YOUR ASSIGNMENT - Each record below should be reproduced as it is written, with pictures left out entirely.

*** Opening of DATA RECORDS ***

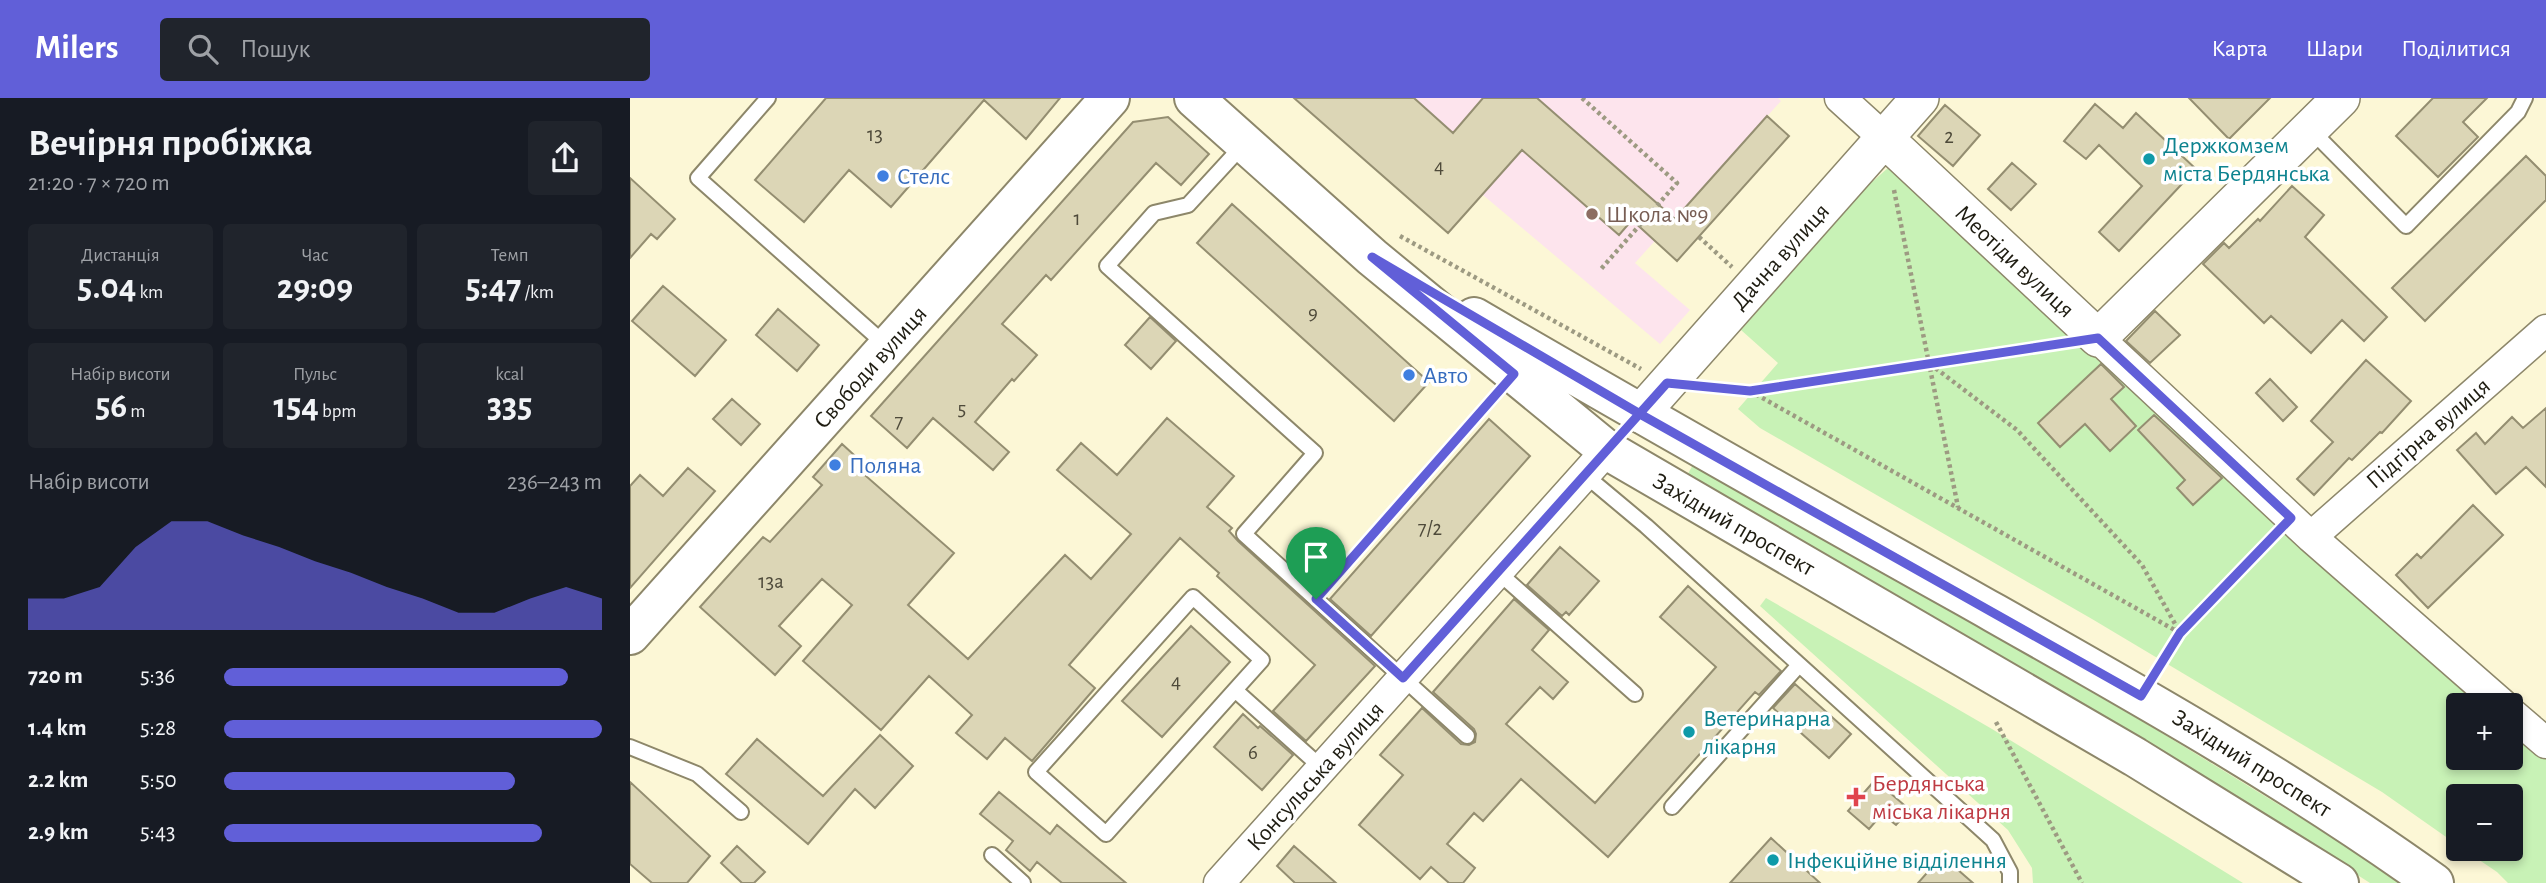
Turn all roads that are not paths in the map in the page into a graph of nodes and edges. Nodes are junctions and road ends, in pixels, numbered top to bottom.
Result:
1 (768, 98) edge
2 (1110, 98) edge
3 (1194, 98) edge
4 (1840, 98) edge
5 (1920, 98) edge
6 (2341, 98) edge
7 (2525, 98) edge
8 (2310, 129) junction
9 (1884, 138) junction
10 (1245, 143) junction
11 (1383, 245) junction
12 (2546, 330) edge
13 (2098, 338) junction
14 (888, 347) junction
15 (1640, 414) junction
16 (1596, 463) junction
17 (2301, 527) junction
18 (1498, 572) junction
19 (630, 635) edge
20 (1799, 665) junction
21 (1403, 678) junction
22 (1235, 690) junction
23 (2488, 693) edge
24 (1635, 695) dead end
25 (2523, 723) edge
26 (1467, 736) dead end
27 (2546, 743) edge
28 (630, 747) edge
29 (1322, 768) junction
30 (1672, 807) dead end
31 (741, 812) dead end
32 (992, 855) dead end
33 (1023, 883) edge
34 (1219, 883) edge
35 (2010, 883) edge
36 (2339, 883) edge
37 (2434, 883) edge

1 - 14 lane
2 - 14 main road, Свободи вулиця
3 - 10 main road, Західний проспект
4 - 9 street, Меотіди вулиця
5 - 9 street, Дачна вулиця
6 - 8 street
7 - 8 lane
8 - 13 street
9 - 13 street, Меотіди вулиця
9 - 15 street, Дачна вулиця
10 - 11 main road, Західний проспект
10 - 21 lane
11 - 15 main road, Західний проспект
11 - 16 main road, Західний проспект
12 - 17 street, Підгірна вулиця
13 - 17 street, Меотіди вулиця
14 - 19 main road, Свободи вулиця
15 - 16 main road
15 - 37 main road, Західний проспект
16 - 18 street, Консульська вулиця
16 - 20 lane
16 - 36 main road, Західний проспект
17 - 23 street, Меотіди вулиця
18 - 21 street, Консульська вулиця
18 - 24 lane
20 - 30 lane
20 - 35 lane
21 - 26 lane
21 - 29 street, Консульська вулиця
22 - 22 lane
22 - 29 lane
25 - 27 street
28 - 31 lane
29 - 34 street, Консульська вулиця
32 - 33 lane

*** Close of DATA RECORDS ***

TASK RESPONSE -
Turn all roads that are not paths in the map in the page into a graph of nodes and edges. Nodes are junctions and road ends, in pixels, numbered top to bottom.
Result:
1 (768, 98) edge
2 (1110, 98) edge
3 (1194, 98) edge
4 (1840, 98) edge
5 (1920, 98) edge
6 (2341, 98) edge
7 (2525, 98) edge
8 (2310, 129) junction
9 (1884, 138) junction
10 (1245, 143) junction
11 (1383, 245) junction
12 (2546, 330) edge
13 (2098, 338) junction
14 (888, 347) junction
15 (1640, 414) junction
16 (1596, 463) junction
17 (2301, 527) junction
18 (1498, 572) junction
19 (630, 635) edge
20 (1799, 665) junction
21 (1403, 678) junction
22 (1235, 690) junction
23 (2488, 693) edge
24 (1635, 695) dead end
25 (2523, 723) edge
26 (1467, 736) dead end
27 (2546, 743) edge
28 (630, 747) edge
29 (1322, 768) junction
30 (1672, 807) dead end
31 (741, 812) dead end
32 (992, 855) dead end
33 (1023, 883) edge
34 (1219, 883) edge
35 (2010, 883) edge
36 (2339, 883) edge
37 (2434, 883) edge

1 - 14 lane
2 - 14 main road, Свободи вулиця
3 - 10 main road, Західний проспект
4 - 9 street, Меотіди вулиця
5 - 9 street, Дачна вулиця
6 - 8 street
7 - 8 lane
8 - 13 street
9 - 13 street, Меотіди вулиця
9 - 15 street, Дачна вулиця
10 - 11 main road, Західний проспект
10 - 21 lane
11 - 15 main road, Західний проспект
11 - 16 main road, Західний проспект
12 - 17 street, Підгірна вулиця
13 - 17 street, Меотіди вулиця
14 - 19 main road, Свободи вулиця
15 - 16 main road
15 - 37 main road, Західний проспект
16 - 18 street, Консульська вулиця
16 - 20 lane
16 - 36 main road, Західний проспект
17 - 23 street, Меотіди вулиця
18 - 21 street, Консульська вулиця
18 - 24 lane
20 - 30 lane
20 - 35 lane
21 - 26 lane
21 - 29 street, Консульська вулиця
22 - 22 lane
22 - 29 lane
25 - 27 street
28 - 31 lane
29 - 34 street, Консульська вулиця
32 - 33 lane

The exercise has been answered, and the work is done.